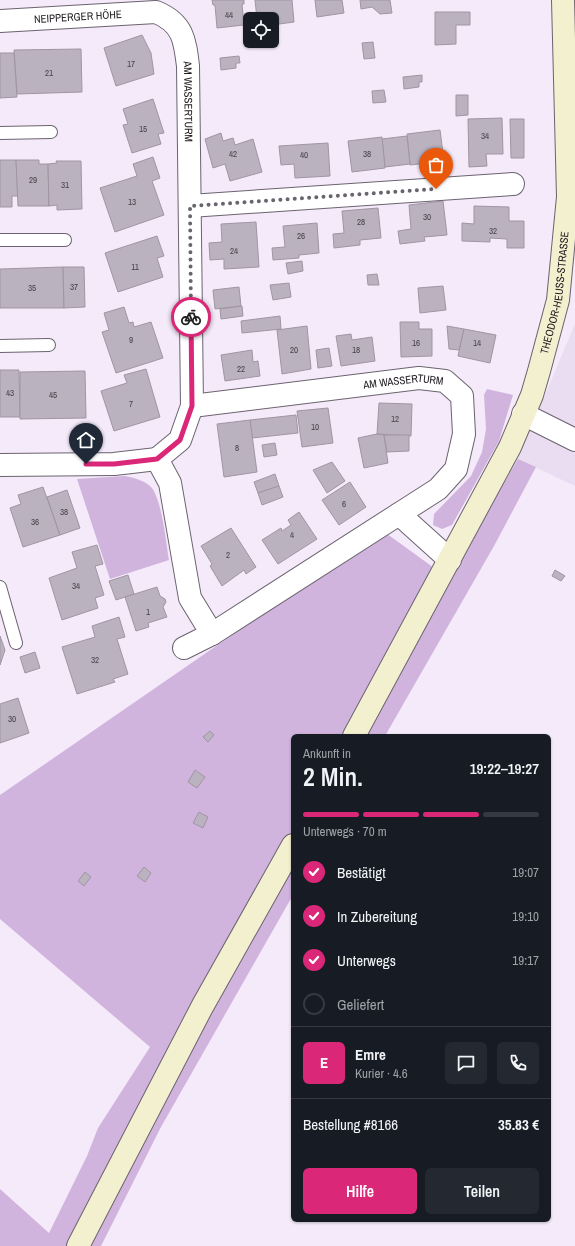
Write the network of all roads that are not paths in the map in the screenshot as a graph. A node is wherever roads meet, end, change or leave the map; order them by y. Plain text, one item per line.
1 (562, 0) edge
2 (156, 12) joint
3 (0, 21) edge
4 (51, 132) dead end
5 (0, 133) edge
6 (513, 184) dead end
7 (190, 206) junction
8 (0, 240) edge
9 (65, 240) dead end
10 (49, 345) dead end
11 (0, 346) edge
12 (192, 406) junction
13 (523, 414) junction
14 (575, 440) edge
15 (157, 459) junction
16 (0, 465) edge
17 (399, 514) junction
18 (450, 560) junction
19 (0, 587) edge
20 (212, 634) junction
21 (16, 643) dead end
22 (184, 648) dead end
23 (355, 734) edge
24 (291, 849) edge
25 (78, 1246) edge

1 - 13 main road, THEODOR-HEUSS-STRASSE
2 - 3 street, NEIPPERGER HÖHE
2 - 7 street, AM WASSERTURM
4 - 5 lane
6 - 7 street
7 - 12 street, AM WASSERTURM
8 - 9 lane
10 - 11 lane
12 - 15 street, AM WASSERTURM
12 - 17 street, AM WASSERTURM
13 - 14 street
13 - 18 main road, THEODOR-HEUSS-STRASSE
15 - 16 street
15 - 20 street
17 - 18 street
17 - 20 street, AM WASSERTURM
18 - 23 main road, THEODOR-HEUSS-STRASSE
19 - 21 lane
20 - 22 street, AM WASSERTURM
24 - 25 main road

——————————

**YOUR ASSIGNMENT:**
Reproduce every entry word for word, but omit the pictures.

**ANSWER AREA:**
Write the network of all roads that are not paths in the map in the screenshot as a graph. A node is wherever roads meet, end, change or leave the map; order them by y. Plain text, one item per line.
1 (562, 0) edge
2 (156, 12) joint
3 (0, 21) edge
4 (51, 132) dead end
5 (0, 133) edge
6 (513, 184) dead end
7 (190, 206) junction
8 (0, 240) edge
9 (65, 240) dead end
10 (49, 345) dead end
11 (0, 346) edge
12 (192, 406) junction
13 (523, 414) junction
14 (575, 440) edge
15 (157, 459) junction
16 (0, 465) edge
17 (399, 514) junction
18 (450, 560) junction
19 (0, 587) edge
20 (212, 634) junction
21 (16, 643) dead end
22 (184, 648) dead end
23 (355, 734) edge
24 (291, 849) edge
25 (78, 1246) edge

1 - 13 main road, THEODOR-HEUSS-STRASSE
2 - 3 street, NEIPPERGER HÖHE
2 - 7 street, AM WASSERTURM
4 - 5 lane
6 - 7 street
7 - 12 street, AM WASSERTURM
8 - 9 lane
10 - 11 lane
12 - 15 street, AM WASSERTURM
12 - 17 street, AM WASSERTURM
13 - 14 street
13 - 18 main road, THEODOR-HEUSS-STRASSE
15 - 16 street
15 - 20 street
17 - 18 street
17 - 20 street, AM WASSERTURM
18 - 23 main road, THEODOR-HEUSS-STRASSE
19 - 21 lane
20 - 22 street, AM WASSERTURM
24 - 25 main road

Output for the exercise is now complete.